**Prompt:** The job is to find each line of the records below that includes the word "Vestibulum" and copy it.

##### Excerpted data

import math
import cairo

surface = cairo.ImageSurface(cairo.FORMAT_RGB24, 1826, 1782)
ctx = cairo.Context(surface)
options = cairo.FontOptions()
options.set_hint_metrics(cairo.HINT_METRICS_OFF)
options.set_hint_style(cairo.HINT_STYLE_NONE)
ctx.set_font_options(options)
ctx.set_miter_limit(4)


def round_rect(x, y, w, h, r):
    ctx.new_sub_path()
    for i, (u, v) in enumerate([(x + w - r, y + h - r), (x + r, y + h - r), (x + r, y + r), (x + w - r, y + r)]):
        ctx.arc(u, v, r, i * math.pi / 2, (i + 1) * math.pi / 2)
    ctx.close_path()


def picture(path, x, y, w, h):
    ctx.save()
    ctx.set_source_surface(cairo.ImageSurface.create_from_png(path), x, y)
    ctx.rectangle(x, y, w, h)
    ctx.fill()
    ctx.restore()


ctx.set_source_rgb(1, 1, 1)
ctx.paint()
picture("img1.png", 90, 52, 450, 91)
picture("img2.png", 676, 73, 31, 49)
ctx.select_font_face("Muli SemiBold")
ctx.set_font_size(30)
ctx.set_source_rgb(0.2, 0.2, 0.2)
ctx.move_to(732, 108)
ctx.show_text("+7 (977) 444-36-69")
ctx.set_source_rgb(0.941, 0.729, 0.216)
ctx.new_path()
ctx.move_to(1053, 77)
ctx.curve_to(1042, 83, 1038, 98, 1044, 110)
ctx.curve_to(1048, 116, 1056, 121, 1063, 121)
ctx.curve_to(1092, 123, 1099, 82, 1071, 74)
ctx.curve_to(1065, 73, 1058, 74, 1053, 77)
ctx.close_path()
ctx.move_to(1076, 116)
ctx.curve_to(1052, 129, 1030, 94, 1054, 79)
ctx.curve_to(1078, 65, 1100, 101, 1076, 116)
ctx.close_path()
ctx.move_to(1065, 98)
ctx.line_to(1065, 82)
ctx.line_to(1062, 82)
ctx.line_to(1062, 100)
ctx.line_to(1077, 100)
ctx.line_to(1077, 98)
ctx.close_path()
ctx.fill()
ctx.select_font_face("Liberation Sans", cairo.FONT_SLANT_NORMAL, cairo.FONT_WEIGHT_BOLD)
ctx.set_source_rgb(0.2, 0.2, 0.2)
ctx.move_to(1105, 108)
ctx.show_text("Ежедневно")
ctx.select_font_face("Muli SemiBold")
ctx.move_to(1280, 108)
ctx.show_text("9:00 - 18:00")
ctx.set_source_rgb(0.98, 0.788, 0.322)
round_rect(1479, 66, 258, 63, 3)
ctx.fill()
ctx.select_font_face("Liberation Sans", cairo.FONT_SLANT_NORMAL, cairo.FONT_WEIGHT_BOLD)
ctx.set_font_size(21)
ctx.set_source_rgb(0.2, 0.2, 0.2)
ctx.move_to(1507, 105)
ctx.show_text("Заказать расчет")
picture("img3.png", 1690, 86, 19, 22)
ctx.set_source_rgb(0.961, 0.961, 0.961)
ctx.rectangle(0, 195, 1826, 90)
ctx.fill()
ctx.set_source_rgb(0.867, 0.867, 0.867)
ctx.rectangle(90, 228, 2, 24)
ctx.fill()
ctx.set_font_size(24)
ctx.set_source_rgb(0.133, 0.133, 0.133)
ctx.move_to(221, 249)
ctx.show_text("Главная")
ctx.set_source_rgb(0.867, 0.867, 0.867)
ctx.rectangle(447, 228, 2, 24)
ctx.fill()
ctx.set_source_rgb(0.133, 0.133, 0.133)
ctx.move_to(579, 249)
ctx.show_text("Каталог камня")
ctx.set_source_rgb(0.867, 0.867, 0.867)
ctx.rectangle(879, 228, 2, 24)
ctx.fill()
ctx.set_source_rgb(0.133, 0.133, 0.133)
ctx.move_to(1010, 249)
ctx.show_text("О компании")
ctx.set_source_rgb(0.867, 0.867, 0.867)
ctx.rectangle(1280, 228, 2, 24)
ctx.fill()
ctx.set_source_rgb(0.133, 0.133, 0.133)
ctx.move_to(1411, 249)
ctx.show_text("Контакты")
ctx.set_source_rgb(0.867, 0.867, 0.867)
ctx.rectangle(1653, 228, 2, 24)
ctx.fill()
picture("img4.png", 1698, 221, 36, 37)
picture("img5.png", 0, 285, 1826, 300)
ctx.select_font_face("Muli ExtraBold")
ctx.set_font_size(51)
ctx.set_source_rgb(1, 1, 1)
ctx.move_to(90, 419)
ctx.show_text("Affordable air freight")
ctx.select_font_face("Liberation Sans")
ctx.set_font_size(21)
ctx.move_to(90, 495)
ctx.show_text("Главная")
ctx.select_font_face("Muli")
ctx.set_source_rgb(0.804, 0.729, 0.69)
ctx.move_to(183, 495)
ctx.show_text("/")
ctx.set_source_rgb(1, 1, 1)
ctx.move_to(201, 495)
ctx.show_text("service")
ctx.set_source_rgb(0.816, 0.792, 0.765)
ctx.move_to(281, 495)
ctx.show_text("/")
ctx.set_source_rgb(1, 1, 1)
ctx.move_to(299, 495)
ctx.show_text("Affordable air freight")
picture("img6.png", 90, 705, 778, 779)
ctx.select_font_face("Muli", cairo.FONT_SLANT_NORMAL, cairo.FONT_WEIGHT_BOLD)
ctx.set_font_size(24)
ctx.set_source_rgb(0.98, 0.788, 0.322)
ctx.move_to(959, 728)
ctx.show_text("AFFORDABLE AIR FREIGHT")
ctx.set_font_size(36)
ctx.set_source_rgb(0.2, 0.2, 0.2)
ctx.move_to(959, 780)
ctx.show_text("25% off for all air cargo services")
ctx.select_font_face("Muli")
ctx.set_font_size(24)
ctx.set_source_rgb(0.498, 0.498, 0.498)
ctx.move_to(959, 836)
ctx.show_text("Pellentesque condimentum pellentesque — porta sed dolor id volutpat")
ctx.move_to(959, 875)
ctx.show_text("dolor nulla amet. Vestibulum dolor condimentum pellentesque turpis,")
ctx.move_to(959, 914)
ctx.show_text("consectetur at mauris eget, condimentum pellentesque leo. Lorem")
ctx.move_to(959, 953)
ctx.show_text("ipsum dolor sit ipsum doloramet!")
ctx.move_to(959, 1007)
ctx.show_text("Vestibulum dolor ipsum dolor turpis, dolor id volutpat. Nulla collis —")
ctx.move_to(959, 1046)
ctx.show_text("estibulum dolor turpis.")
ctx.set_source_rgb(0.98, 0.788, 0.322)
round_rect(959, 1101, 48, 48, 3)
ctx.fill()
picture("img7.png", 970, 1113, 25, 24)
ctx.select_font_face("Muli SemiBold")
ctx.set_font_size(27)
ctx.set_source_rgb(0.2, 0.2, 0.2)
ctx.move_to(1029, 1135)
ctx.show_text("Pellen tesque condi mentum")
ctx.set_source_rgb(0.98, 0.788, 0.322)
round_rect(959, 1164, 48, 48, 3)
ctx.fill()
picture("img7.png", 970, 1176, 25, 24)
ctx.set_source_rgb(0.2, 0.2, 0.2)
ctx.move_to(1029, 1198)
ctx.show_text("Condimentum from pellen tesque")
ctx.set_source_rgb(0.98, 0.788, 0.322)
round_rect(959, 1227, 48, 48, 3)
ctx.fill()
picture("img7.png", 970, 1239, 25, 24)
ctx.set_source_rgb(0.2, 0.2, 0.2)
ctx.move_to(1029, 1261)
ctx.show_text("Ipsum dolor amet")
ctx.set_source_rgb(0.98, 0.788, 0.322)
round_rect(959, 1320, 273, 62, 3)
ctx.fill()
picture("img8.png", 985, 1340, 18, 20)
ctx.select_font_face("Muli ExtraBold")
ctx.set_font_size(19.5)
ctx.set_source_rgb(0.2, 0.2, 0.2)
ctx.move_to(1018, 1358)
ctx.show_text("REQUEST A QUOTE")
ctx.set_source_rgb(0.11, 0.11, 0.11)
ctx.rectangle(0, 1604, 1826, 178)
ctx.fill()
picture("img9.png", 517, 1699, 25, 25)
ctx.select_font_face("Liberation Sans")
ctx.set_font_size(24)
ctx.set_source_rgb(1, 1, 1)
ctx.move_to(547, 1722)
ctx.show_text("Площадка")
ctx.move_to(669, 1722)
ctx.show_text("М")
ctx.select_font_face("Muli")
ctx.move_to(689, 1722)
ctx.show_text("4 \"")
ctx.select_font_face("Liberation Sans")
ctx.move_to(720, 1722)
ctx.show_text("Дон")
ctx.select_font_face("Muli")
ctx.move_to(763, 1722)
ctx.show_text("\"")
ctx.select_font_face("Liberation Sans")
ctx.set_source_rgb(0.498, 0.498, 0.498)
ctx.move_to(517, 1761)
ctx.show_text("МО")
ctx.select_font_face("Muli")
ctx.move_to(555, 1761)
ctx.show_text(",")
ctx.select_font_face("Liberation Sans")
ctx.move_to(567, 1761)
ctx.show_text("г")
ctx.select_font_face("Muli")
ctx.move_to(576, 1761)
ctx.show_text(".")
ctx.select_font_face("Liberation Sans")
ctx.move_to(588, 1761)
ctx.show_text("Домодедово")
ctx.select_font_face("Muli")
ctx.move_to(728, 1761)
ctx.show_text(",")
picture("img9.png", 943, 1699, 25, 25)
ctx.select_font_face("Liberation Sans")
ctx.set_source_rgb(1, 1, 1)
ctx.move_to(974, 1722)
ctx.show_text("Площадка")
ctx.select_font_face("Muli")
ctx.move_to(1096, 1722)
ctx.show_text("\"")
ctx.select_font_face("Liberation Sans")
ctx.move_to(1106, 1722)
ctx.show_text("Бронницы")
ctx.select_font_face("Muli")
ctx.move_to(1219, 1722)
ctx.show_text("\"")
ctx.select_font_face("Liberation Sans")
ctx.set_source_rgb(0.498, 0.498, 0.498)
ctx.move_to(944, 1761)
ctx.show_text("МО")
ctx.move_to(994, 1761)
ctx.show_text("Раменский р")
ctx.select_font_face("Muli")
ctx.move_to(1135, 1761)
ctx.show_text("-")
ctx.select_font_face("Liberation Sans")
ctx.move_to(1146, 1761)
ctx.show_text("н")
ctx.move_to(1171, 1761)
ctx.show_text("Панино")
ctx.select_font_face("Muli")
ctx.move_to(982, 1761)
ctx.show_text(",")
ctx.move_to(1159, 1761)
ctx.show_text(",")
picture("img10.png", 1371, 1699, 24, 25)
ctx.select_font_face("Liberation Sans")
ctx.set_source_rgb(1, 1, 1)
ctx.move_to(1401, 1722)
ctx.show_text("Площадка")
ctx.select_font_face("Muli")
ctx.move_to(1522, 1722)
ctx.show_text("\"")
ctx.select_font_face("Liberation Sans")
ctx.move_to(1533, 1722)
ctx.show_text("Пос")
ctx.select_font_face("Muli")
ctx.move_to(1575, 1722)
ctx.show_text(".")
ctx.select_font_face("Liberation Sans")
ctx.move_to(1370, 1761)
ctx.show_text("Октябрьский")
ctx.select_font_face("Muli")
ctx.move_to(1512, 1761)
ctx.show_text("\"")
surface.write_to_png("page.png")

##########

**Result of this exercise:**
ctx.show_text("dolor nulla amet. Vestibulum dolor condimentum pellentesque turpis,")
ctx.show_text("Vestibulum dolor ipsum dolor turpis, dolor id volutpat. Nulla collis —")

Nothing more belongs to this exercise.